### EXERCISE
Please work out how many lines in the material below contain the string "PÉTER", and answer with that number only.

----------

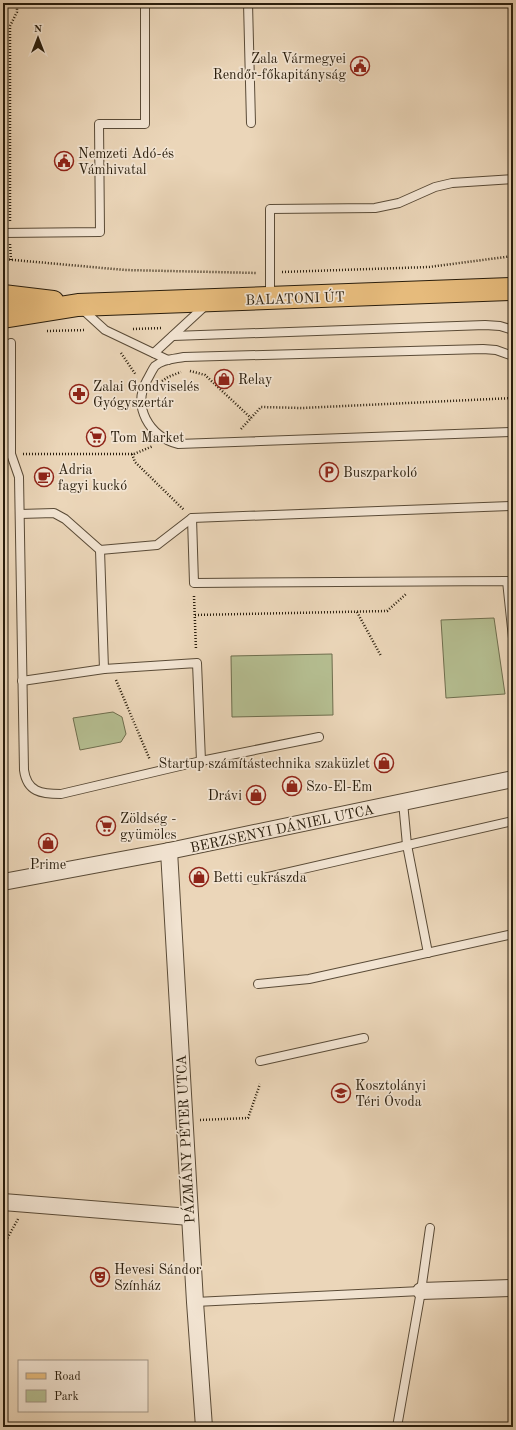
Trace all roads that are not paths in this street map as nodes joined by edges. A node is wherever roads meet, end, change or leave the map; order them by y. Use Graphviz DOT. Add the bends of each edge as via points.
graph roads {
  1 [pos="145,3"];
  2 [pos="248,3"];
  3 [pos="251,123"];
  4 [pos="513,180"];
  5 [pos="6,232"];
  6 [pos="513,289"];
  7 [pos="3,296"];
  8 [pos="270,299"];
  9 [pos="209,301"];
  10 [pos="78,306"];
  11 [pos="3,317"];
  12 [pos="513,330"];
  13 [pos="173,336"];
  14 [pos="11,343"];
  15 [pos="154,354"];
  16 [pos="513,356"];
  17 [pos="168,360"];
  18 [pos="513,432"];
  19 [pos="513,506"];
  20 [pos="20,514"];
  21 [pos="192,518"];
  22 [pos="100,550"];
  23 [pos="513,638"];
  24 [pos="108,669"];
  25 [pos="22,681"];
  26 [pos="318,737"];
  27 [pos="200,761"];
  28 [pos="513,779"];
  29 [pos="403,802"];
  30 [pos="513,821"];
  31 [pos="407,845"];
  32 [pos="169,851"];
  33 [pos="255,880"];
  34 [pos="3,882"];
  35 [pos="513,934"];
  36 [pos="428,953"];
  37 [pos="258,984"];
  38 [pos="364,1038"];
  39 [pos="260,1061"];
  40 [pos="3,1202"];
  41 [pos="190,1217"];
  42 [pos="430,1228"];
  43 [pos="513,1288"];
  44 [pos="421,1291"];
  45 [pos="195,1302"];
  46 [pos="204,1427"];
  47 [pos="398,1427"];
  1 -- 5 [label="lane" via="145,124 99,124 100,232"];
  2 -- 3 [label="lane"];
  4 -- 8 [label="lane" via="452,183 435,187 399,203 375,208 270,209"];
  6 -- 8 [label="main road, BALATONI ÚT"];
  7 -- 10 [label="main road, BALATONI ÚT"];
  8 -- 9 [label="main road, BALATONI ÚT"];
  9 -- 10 [label="main road, BALATONI ÚT"];
  9 -- 13 [label="lane"];
  10 -- 11 [label="main road, BALATONI ÚT"];
  10 -- 15 [label="lane" via="104,330"];
  12 -- 13 [label="lane" via="500,326 485,326"];
  13 -- 15 [label="lane"];
  14 -- 20 [label="lane" via="11,454 19,477"];
  15 -- 17 [label="lane"];
  16 -- 17 [label="lane" via="483,349 184,357"];
  17 -- 18 [label="lane" via="154,367 144,387 142,400 145,416 154,431 166,441 178,444"];
  19 -- 21 [label="lane"];
  20 -- 22 [label="lane" via="54,513 65,519"];
  20 -- 25 [label="lane"];
  21 -- 22 [label="lane" via="157,545"];
  21 -- 23 [label="lane" via="194,584 508,580"];
  22 -- 24 [label="lane"];
  24 -- 25 [label="lane"];
  24 -- 27 [label="lane" via="197,663"];
  25 -- 27 [label="lane" via="24,770 25,778 31,787 47,794 61,794"];
  26 -- 27 [label="lane"];
  28 -- 29 [label="street, BERZSENYI DÁNIEL UTCA"];
  29 -- 31 [label="lane"];
  29 -- 32 [label="street, BERZSENYI DÁNIEL UTCA"];
  30 -- 31 [label="lane"];
  31 -- 33 [label="lane"];
  31 -- 36 [label="lane"];
  32 -- 34 [label="street, BERZSENYI DÁNIEL UTCA"];
  32 -- 41 [label="street, PÁZMÁNY PÉTER UTCA"];
  35 -- 36 [label="lane"];
  36 -- 37 [label="lane" via="309,979"];
  38 -- 39 [label="lane"];
  40 -- 41 [label="street"];
  41 -- 45 [label="street, PÁZMÁNY PÉTER UTCA"];
  42 -- 44 [label="lane"];
  43 -- 44 [label="street"];
  44 -- 45 [label="lane"];
  44 -- 47 [label="lane"];
  45 -- 46 [label="street, PÁZMÁNY PÉTER UTCA"];
}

----------

### TASK OUTPUT
3